Abstract

Typical for critical illnesses are substantial alterations within the hypothalamic-anterior pituitary-peripheral hormonal axes that are proportionate to the risk of poor outcome. These neuroendocrine responses to critical illness follow a biphasic pattern. The acute phase (first hours to days) is characterized by an increased release of anterior pituitary hormones, whereas altered target-organ sensitivity and hormone metabolism result in low levels of the anabolic peripheral effector hormones and contribute to the substantially elevated levels of the catabolic hormone cortisol. The prolonged phase of critical illness is hallmarked by a uniform suppression of the neuroendocrine axes, predominantly of central/hypothalamic origin, which contributes to the low (or insufficiently high in the case of cortisol) circulating levels of the target-organ hormones. Several of the acute-phase adaptations to critical illness are due to or accentuated by the concomitant fasting. Accepting the lack of macronutrients as well as the neuroendocrine responses to such fasting in the acute phase of critical illness has shown to beneficially affect outcome.
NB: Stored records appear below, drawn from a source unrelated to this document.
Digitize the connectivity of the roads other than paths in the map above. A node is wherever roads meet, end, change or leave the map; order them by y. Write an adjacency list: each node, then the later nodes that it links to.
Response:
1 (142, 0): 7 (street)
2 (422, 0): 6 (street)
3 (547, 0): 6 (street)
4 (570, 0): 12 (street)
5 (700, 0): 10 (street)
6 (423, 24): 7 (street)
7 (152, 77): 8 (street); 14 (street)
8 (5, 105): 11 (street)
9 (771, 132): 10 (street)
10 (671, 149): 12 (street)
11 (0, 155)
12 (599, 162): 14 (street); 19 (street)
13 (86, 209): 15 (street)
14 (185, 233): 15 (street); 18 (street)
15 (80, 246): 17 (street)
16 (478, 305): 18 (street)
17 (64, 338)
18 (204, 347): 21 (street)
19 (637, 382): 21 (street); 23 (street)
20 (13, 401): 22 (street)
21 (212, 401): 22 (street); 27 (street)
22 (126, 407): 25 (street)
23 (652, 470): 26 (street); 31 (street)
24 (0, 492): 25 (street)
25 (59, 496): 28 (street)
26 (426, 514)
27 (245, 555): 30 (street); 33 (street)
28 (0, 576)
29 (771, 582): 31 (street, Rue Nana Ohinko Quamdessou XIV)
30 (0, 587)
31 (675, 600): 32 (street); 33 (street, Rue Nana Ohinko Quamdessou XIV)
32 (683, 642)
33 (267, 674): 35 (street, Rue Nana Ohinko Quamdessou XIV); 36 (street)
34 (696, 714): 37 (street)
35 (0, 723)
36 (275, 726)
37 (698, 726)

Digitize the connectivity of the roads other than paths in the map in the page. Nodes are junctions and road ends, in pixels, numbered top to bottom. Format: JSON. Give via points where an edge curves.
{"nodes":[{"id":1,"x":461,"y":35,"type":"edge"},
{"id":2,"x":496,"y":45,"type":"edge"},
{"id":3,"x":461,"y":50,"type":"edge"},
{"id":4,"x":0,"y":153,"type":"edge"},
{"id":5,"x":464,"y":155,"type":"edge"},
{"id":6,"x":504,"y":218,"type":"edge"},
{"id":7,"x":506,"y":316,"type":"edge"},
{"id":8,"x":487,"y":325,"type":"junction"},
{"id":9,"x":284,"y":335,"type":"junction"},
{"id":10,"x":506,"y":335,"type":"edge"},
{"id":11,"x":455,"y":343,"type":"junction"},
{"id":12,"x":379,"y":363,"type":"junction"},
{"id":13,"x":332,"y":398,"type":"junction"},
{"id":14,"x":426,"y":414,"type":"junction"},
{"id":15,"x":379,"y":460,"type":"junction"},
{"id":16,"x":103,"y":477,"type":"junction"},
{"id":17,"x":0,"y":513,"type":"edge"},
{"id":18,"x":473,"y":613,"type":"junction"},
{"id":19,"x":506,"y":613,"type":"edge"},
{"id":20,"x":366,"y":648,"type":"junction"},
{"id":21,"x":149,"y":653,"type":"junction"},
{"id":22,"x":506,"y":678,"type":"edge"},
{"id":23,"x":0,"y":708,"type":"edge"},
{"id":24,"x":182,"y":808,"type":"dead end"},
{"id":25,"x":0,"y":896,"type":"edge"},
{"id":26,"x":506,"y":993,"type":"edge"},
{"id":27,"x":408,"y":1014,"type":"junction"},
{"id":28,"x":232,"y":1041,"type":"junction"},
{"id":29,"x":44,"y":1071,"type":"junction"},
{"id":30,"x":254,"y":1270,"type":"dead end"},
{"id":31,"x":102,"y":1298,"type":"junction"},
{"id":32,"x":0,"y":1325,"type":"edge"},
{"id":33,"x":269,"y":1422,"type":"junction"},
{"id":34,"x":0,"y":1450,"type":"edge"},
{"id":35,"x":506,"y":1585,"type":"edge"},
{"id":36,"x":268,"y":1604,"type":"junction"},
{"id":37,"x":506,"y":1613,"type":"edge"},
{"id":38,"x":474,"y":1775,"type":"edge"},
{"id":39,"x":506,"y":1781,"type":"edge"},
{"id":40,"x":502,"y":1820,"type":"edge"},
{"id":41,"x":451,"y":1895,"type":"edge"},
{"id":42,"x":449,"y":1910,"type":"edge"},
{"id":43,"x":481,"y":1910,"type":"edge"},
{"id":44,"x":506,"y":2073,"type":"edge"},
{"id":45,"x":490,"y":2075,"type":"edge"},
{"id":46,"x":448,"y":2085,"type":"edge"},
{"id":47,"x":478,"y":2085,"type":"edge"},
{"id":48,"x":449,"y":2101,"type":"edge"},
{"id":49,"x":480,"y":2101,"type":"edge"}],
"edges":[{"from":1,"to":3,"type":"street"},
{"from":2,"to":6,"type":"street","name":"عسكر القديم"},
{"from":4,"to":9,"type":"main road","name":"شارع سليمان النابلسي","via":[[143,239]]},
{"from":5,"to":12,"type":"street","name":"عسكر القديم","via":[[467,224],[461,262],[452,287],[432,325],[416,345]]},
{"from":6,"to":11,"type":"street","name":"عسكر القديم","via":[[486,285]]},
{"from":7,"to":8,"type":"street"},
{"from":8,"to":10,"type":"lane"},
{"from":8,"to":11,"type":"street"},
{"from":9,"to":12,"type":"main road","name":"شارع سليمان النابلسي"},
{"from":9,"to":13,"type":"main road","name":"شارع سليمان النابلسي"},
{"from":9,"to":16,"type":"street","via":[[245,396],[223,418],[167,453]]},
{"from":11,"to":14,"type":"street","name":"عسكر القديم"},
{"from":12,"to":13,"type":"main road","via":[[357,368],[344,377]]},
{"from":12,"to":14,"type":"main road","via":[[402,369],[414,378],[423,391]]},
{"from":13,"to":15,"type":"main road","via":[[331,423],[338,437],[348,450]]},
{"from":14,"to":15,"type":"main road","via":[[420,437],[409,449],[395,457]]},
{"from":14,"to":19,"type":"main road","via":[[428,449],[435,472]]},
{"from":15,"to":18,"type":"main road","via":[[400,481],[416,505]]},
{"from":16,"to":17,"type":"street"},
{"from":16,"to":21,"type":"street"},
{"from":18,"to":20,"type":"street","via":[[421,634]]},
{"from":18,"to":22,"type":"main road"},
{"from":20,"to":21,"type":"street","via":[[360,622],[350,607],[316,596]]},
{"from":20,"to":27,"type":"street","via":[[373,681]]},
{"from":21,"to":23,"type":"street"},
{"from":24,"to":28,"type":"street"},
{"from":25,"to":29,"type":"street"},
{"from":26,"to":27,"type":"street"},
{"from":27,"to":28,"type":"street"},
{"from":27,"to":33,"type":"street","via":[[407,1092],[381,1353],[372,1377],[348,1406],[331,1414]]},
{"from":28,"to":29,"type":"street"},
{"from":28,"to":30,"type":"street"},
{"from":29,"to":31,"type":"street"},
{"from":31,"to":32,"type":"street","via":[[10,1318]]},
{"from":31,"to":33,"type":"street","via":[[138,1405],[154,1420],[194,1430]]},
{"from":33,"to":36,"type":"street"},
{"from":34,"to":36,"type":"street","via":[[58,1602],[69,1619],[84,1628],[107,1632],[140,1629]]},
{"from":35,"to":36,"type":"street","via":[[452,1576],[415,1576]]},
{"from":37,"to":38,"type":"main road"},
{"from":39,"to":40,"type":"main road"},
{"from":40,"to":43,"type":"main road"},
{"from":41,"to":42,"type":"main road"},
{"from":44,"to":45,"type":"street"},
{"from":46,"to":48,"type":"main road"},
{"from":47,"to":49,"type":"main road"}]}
In contrast, the neuroendocrine alterations that occur in the chronic phase of illness while patients are fully fed contribute to bone and skeletal muscle wasting and impose risk of adrenocortical atrophy. The combined administration of those hypothalamic releasing factors, which have been identified as suppressed or deficient during prolonged critical illness, may be a promising strategy to enhance recovery. The potential impact of treatment with such hypothalamic releasing factors on recovery from critical illness as well as on long-term rehabilitation should be investigated in future randomized controlled clinical trials.